Given records:
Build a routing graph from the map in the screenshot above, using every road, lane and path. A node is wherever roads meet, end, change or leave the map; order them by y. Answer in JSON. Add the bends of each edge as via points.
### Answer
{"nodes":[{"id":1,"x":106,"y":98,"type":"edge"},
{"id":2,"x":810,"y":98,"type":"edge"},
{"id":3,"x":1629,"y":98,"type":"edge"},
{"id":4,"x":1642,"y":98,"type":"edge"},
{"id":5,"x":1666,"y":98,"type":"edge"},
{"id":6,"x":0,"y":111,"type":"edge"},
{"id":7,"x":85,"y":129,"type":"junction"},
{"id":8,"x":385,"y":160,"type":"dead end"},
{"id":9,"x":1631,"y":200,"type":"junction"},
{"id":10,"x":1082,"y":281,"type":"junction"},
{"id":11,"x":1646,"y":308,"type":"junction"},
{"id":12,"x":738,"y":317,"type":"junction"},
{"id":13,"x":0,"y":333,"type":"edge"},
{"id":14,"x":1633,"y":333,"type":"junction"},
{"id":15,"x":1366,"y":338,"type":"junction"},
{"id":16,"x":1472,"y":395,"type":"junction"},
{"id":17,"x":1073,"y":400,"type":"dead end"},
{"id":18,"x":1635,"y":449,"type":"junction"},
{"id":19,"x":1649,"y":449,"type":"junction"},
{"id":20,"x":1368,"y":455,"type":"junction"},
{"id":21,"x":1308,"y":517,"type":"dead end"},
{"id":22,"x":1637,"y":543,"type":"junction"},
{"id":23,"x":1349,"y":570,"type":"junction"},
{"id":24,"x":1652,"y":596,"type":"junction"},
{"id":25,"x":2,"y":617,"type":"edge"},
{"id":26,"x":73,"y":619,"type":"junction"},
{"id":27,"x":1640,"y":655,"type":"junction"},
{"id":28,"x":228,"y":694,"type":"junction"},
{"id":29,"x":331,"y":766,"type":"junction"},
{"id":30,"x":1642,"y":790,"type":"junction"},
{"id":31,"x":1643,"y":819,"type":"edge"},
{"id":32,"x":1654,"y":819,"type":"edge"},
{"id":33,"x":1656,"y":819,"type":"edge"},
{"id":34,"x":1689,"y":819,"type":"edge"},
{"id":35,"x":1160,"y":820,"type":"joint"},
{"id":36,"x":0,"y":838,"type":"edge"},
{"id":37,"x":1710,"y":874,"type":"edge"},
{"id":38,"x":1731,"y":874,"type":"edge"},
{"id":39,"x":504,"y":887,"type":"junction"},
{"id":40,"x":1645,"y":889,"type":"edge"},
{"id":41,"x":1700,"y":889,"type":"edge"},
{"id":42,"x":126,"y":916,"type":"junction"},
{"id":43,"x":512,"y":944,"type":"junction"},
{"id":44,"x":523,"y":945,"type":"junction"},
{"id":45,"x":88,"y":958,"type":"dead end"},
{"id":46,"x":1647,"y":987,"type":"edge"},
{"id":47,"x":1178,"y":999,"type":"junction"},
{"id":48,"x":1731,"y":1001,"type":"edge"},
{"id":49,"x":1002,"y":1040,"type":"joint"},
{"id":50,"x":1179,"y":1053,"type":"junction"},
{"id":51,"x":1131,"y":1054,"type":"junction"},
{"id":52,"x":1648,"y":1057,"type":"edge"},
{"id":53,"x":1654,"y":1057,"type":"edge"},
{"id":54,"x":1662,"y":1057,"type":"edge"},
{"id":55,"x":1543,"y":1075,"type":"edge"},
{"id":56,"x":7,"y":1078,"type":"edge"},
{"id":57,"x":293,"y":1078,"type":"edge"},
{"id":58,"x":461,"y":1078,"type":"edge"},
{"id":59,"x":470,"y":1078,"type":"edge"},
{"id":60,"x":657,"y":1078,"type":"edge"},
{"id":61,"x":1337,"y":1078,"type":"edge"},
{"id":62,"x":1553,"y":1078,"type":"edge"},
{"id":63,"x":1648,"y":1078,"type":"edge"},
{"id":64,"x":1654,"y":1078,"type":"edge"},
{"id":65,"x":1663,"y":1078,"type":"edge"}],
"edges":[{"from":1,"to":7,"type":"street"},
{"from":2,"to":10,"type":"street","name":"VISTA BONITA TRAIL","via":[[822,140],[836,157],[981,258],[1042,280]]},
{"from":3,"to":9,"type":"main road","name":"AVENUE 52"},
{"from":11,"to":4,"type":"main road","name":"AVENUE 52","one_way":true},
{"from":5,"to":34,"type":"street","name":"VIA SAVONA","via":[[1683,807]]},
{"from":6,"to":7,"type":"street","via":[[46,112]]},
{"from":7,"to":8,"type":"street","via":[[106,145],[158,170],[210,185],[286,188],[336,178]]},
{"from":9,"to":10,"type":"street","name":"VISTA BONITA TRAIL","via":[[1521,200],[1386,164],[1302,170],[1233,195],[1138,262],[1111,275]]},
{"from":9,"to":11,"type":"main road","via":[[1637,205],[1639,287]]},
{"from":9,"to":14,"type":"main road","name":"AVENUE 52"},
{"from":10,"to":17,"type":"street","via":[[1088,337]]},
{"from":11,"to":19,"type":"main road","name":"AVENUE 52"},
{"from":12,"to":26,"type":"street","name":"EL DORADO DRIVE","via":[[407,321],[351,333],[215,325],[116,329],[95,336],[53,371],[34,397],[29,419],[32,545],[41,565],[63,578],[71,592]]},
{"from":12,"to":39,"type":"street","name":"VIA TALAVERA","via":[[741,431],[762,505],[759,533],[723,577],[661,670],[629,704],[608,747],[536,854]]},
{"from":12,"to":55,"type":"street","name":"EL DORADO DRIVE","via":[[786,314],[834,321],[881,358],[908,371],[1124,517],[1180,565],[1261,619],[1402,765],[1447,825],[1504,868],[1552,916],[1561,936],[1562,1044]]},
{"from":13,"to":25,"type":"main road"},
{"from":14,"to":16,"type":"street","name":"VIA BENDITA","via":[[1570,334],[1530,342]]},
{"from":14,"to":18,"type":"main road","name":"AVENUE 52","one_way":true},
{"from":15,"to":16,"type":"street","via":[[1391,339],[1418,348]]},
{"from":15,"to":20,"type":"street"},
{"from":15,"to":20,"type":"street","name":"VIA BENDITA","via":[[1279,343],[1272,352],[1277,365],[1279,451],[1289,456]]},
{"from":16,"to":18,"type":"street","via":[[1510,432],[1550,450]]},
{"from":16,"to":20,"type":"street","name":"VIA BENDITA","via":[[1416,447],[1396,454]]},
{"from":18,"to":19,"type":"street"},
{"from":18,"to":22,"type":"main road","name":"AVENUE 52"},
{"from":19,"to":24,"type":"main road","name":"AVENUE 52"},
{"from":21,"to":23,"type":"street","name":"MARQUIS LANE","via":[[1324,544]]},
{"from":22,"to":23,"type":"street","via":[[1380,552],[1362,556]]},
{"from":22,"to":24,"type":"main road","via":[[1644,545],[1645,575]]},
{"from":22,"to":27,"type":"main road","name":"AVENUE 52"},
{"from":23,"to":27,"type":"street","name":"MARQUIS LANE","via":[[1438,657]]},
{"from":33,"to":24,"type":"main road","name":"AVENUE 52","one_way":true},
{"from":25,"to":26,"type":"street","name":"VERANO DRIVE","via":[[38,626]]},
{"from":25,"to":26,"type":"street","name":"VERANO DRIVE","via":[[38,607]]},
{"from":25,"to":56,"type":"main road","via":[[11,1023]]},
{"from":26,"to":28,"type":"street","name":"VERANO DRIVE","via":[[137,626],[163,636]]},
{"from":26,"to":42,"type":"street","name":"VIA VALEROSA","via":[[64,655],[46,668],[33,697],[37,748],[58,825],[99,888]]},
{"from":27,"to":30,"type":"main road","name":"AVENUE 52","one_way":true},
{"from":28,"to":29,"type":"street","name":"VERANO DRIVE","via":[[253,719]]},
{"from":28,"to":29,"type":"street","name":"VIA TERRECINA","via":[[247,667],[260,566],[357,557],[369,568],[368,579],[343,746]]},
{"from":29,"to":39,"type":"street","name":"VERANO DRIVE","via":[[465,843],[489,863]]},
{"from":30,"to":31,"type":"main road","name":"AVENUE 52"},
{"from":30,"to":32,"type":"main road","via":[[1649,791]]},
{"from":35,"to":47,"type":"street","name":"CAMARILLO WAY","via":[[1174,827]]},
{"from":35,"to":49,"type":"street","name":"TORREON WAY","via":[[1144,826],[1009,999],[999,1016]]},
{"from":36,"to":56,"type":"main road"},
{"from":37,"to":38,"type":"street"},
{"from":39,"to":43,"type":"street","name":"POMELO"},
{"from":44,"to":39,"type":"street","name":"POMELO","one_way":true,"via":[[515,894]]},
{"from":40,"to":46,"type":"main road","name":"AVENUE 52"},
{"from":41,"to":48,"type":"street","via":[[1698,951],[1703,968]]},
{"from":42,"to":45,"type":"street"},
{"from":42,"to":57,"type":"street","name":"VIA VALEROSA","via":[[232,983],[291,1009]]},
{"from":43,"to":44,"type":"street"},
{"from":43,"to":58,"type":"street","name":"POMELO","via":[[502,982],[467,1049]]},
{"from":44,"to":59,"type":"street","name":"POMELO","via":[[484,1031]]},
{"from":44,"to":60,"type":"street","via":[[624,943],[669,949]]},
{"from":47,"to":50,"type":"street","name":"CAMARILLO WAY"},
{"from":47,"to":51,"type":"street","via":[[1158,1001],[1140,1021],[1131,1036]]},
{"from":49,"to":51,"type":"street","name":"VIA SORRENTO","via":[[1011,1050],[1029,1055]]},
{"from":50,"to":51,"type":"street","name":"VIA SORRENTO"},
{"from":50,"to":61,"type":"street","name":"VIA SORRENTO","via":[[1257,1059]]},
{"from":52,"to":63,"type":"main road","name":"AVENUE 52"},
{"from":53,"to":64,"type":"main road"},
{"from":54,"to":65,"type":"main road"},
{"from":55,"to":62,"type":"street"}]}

Task brief:
Please work out how many lines of the listing contain the string "VALEROSA", and answer with the number only.

Answer area:
2